Problem to solve:
Across the entries below, work out how many lines contain "Hopewood". Respond with the number and no other text.

Source records:
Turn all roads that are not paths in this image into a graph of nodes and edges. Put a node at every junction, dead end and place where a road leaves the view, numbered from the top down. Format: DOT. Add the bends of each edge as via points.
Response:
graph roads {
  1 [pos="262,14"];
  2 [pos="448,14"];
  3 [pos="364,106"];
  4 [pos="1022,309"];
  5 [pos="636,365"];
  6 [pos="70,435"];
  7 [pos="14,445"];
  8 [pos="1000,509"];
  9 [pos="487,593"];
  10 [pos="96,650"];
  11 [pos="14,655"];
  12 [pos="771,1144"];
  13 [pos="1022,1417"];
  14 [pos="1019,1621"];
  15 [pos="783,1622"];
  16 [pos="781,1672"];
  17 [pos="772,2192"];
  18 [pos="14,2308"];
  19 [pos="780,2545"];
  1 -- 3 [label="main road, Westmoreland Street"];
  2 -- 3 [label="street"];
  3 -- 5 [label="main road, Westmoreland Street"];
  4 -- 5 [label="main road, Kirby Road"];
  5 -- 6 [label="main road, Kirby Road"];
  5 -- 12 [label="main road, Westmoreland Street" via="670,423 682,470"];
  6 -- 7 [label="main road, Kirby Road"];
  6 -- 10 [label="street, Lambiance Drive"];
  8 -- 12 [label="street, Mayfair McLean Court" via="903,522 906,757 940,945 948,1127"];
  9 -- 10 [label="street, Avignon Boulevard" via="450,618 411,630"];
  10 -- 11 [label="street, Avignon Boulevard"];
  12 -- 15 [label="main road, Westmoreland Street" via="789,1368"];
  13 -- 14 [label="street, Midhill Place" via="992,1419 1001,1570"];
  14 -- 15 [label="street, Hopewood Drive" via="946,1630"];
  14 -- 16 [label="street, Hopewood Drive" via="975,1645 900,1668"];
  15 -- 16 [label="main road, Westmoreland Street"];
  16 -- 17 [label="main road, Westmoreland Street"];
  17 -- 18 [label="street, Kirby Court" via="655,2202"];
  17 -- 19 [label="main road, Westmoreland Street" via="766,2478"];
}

Answer below:
2